On election day in 2008, two members of the New Black Panther Party for Self Defense showed up outside a polling place in an African-American neighborhood in Philadelphia. One of the men, Minister King Samir Shabazz, was carrying a nightstick. The other was unarmed. Shabazz shouted racial epithets at white voters. Police officers arrived at the polling place and ordered Shabazz to leave. He complied.
A Republican poll watcher videotaped and posted the incident on the Internet, where the clip of two antagonistic black men was seen by 1.5 million viewers.
Eleven days before Barack Obama was inaugurated in 2009, lawyers from the Bush administration DOJ filed suit against the New Black Panther Party (a small extremist fringe group repudiated by the original Black Panthers), its chairman, and the two men involved in the incident in Philadelphia.

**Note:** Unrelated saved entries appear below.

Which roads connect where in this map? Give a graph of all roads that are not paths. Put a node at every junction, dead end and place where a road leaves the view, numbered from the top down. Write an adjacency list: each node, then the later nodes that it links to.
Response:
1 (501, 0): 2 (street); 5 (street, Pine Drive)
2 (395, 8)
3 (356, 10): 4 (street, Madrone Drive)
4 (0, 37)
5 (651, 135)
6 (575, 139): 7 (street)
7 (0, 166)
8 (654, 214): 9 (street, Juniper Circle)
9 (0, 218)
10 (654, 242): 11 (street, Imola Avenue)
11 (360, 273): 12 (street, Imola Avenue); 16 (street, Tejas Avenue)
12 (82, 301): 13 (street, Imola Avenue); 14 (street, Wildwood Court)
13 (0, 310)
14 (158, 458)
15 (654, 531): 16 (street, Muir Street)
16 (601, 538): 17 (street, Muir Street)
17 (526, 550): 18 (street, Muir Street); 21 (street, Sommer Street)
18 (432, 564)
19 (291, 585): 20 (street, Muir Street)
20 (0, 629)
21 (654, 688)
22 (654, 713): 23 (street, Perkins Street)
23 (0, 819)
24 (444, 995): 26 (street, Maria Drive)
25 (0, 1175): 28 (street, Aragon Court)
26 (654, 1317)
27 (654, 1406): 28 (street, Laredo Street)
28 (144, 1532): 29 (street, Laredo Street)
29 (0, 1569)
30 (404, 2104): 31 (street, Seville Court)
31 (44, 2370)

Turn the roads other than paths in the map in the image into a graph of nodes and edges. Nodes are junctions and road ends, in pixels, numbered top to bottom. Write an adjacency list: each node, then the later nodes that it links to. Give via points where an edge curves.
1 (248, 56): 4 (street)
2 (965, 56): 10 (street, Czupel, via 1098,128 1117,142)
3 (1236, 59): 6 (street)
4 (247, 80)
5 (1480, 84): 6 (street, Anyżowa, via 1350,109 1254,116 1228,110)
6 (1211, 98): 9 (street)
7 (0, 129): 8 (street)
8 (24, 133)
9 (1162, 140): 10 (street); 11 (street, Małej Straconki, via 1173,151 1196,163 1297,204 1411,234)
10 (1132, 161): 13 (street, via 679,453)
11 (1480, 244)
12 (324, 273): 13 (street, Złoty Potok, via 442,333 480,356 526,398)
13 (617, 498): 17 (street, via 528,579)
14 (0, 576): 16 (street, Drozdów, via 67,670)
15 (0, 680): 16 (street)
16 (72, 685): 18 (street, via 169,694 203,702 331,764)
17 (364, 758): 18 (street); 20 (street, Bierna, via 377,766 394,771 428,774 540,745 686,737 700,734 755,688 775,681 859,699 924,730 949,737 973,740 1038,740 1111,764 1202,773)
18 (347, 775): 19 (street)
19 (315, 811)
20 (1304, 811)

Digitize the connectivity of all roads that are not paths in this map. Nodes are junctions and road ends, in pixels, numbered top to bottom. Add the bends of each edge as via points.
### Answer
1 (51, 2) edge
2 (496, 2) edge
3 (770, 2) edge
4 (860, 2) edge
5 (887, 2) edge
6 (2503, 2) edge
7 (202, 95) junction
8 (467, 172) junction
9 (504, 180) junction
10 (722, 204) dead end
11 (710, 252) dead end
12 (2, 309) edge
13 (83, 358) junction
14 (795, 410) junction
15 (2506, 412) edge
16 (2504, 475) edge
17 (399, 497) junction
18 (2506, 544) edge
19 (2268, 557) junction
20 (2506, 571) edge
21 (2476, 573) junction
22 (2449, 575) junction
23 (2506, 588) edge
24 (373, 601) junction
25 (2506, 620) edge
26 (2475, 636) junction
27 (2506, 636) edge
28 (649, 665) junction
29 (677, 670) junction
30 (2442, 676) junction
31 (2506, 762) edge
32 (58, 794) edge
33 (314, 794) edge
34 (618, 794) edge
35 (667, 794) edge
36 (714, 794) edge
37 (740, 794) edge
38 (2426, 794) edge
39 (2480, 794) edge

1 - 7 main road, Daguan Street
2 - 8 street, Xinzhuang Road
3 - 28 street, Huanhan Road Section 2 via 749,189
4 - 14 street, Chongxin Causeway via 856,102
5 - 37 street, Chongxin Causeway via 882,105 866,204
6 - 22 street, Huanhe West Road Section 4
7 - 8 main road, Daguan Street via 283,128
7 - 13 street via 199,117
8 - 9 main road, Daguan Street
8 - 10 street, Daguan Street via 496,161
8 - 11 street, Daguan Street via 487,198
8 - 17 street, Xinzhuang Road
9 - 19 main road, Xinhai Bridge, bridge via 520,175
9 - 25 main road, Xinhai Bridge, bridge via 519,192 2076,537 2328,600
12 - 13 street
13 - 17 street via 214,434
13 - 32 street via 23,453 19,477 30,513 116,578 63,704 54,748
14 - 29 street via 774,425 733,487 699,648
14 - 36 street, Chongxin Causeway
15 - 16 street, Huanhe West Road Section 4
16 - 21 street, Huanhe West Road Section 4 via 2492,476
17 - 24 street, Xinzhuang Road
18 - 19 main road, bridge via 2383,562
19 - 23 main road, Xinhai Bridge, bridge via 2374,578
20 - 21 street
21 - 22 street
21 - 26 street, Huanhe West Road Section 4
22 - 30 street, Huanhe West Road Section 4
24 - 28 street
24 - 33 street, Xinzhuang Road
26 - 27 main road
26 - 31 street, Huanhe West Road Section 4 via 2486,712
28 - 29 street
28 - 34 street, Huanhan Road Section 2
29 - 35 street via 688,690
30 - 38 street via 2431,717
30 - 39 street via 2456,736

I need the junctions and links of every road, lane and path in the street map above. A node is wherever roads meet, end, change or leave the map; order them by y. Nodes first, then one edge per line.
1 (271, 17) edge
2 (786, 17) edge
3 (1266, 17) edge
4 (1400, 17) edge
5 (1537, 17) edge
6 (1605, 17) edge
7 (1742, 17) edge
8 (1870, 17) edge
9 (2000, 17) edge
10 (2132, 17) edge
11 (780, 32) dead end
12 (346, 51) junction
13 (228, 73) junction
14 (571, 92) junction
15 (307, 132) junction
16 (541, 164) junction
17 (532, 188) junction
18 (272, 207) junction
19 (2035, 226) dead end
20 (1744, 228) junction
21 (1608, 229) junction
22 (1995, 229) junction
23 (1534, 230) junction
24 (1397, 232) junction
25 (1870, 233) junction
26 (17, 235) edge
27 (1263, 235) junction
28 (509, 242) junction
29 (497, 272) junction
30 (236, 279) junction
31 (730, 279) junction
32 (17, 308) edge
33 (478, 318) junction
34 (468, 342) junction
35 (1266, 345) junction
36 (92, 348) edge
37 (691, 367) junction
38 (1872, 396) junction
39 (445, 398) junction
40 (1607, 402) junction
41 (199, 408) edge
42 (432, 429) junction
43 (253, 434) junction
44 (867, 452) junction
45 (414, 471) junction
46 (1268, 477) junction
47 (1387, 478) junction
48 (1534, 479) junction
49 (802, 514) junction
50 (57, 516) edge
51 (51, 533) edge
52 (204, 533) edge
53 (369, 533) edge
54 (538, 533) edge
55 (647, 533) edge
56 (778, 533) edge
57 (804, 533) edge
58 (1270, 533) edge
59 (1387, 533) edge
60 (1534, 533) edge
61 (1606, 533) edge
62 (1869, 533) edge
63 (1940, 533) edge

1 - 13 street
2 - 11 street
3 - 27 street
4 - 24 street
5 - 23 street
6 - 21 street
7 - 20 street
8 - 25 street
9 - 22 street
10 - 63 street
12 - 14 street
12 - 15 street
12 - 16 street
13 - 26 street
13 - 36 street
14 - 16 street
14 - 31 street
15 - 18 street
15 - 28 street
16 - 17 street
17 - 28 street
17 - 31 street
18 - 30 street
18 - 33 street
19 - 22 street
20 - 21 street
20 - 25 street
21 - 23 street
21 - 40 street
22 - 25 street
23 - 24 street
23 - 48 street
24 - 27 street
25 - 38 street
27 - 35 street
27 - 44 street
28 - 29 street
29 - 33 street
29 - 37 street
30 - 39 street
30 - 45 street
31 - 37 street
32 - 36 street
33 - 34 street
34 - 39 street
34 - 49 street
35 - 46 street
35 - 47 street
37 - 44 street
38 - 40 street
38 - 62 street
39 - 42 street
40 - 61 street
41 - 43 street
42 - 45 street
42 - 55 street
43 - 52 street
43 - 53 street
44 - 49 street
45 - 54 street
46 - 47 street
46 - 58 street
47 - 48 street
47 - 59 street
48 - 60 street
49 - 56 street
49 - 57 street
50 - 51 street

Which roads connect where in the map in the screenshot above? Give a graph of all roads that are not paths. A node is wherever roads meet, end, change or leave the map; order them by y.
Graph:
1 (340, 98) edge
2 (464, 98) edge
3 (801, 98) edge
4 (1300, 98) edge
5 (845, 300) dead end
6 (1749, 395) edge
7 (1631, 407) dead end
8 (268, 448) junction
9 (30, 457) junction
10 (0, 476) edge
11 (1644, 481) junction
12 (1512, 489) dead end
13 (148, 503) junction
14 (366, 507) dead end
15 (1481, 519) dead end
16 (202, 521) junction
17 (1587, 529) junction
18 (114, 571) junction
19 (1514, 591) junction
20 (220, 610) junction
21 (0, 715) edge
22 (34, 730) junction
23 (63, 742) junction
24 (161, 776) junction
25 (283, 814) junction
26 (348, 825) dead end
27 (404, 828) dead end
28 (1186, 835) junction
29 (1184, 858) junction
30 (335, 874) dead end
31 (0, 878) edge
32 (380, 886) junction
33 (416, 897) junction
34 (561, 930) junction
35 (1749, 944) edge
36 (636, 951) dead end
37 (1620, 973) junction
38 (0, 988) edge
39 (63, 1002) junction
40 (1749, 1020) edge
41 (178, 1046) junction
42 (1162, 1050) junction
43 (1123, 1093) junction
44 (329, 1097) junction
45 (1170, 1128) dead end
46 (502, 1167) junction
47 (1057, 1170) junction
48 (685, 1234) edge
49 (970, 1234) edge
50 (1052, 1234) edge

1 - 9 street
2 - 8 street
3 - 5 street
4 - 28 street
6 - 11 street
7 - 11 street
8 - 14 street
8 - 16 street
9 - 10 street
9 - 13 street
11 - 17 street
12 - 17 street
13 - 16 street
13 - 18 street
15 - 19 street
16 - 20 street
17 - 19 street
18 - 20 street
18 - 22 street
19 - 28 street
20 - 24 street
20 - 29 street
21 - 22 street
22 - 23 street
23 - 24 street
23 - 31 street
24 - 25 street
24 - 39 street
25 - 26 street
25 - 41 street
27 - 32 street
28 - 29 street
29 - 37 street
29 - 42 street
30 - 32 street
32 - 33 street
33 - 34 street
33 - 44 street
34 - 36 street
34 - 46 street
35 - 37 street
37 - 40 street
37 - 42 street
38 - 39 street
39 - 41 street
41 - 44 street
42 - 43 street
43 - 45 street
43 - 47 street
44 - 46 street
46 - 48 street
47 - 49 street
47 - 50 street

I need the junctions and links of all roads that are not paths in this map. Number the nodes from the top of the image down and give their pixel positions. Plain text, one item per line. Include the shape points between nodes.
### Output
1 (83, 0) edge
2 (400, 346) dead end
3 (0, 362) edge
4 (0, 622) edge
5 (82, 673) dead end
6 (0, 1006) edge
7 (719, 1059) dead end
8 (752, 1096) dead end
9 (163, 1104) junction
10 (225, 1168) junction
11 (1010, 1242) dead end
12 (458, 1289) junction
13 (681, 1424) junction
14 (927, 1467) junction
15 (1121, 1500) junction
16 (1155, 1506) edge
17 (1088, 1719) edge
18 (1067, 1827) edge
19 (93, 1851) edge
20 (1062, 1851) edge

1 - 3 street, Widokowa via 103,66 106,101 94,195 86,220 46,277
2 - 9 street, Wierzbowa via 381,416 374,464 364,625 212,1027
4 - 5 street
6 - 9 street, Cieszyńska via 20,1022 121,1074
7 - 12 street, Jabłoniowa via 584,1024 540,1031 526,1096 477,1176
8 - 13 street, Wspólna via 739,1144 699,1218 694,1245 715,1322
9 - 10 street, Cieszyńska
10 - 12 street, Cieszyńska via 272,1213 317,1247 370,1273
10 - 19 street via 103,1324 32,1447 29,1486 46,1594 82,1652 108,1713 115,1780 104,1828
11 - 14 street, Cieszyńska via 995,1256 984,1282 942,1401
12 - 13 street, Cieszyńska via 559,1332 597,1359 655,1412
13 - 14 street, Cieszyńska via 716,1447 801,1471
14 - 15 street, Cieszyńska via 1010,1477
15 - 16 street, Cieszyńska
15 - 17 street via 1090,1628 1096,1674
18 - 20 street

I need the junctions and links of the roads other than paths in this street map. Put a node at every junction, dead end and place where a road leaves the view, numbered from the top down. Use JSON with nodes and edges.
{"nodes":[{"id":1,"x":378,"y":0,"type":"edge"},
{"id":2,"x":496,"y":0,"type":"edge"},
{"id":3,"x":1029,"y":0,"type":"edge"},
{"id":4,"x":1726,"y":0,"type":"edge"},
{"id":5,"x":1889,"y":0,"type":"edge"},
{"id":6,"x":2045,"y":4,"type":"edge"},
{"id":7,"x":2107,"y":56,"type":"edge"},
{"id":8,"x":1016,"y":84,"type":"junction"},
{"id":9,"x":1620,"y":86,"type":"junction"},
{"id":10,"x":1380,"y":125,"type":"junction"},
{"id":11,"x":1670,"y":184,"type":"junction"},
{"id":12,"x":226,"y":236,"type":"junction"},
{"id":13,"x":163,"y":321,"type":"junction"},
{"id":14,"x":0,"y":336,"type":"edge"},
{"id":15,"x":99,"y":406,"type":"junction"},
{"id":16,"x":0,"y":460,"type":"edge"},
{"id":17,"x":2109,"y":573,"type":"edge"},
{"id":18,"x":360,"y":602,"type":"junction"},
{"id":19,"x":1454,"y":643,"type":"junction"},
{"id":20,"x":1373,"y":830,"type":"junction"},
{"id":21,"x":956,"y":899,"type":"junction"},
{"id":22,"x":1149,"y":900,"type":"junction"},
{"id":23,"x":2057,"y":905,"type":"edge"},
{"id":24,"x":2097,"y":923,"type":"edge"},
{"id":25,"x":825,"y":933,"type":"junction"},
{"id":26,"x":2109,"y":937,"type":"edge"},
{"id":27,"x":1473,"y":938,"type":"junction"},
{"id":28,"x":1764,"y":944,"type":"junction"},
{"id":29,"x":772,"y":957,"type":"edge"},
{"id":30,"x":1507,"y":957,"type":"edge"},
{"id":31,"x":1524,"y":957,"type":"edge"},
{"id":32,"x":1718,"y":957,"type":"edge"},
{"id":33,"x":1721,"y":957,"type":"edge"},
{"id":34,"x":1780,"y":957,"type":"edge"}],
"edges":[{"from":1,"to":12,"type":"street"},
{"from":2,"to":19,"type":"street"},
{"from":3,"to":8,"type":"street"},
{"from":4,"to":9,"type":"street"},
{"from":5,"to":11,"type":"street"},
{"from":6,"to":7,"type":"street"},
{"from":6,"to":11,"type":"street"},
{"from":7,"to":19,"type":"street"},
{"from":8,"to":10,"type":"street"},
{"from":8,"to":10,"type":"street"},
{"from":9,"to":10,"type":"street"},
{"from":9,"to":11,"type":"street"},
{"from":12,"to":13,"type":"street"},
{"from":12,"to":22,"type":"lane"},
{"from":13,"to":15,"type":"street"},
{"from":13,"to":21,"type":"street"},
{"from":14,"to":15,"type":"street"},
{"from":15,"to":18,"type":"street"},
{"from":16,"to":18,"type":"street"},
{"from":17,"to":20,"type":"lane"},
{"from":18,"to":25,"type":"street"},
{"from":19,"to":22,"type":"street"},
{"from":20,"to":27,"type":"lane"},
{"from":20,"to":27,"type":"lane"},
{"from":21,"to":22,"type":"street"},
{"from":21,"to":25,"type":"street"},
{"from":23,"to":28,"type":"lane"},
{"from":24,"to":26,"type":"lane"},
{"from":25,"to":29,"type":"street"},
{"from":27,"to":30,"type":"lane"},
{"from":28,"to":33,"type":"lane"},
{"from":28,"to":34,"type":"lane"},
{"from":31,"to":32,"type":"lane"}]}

When the defendants failed to respond to the complaint, a federal judge entered a default order.
In May 2009, the Obama administration DOJ dismissed claims against three of the four defendants and scaled back the injunctive relief originally requested against Shabazz. He was enjoined from displaying a weapon within 100 feet of a polling place, with the court maintaining jurisdiction over him through November 15, 2012.
Fox News immediately reran its 2008 election-day footage from Philadelphia, shot after Shabazz had left the polling place. Producers added an incendiary clip of Shabazz standing on a Philadelphia street, declaring his hatred of white people (crackers) and shouting: “if you want freedom, gonna to have to kill some crackers.”
The Weekly Standard picked up the story, using DOJ sources who claimed that Obama political appointees gave the New Black Panther Party preferential treatment. The argument was advanced by right-wing news outlets, and repeated in a report released by the (Republican dominated) U.S. Civil Rights Commission.
It is an interesting story, if it were true.
The “political appointees” who scaled back the lawsuit were Loretta King and Mark Rosenbaum, veteran litigators who had served under both Bush administrations, and were acting administrators until Obama’s appointees were confirmed.
J. Gerald Hebert, a public-interest lawyer who has served as the acting chief of the voting rights section and the deputy chief of litigation, disagrees with the claim that a lawsuit was abandoned because of political pressure.
“You had this videotape of this guy standing in front of the polling place with a billy club,” Hebert said in an interview, “and the department didn’t have any evidence that a single voter was intimidated by this conduct.” Nor were there any patterns and practices regarding the NBPP, Hebert said.
Hebert — who works with the National Voting Rights Coalition — said numerous reports of widespread voter intimidation had been referred to the Bush DOJ and ignored.
Another flaw in the story spun out by conservative reporters involves Chris Coates, a former DOJ voting section attorney who has been openly critical of the decision to limit the lawsuit. Right-wing news sources add credibility to their story by describing Coates as a “former ACLU lawyer.”
Yet Coates had moved so far right in the years since he worked with the ACLU that he was embraced by the head of the Bush Justice Department Civil Rights Division, Bradley Scholzman, whose partisan and ideological hiring practices were described by the DOJ Inspector General as a violation of the Civil Service Reform Act.
“Don’t be dissuaded by his ACLU work on voting matters from years ago,” Scholzman wrote of Coates, who was in line to be appointed as an immigration judge “This is a very different man, and particularly on immigration issues, he is a true member of the team.”
Facts notwithstanding, Judiciary Committee Chair Lamar Smith is on the case.
“We’ve already seen this administration dismiss one case against a political ally — the New Black Panther Party — for no apparent reason,” Smith wrote in a letter, managing to both smear the Obama administration and mislead the public in one sentence.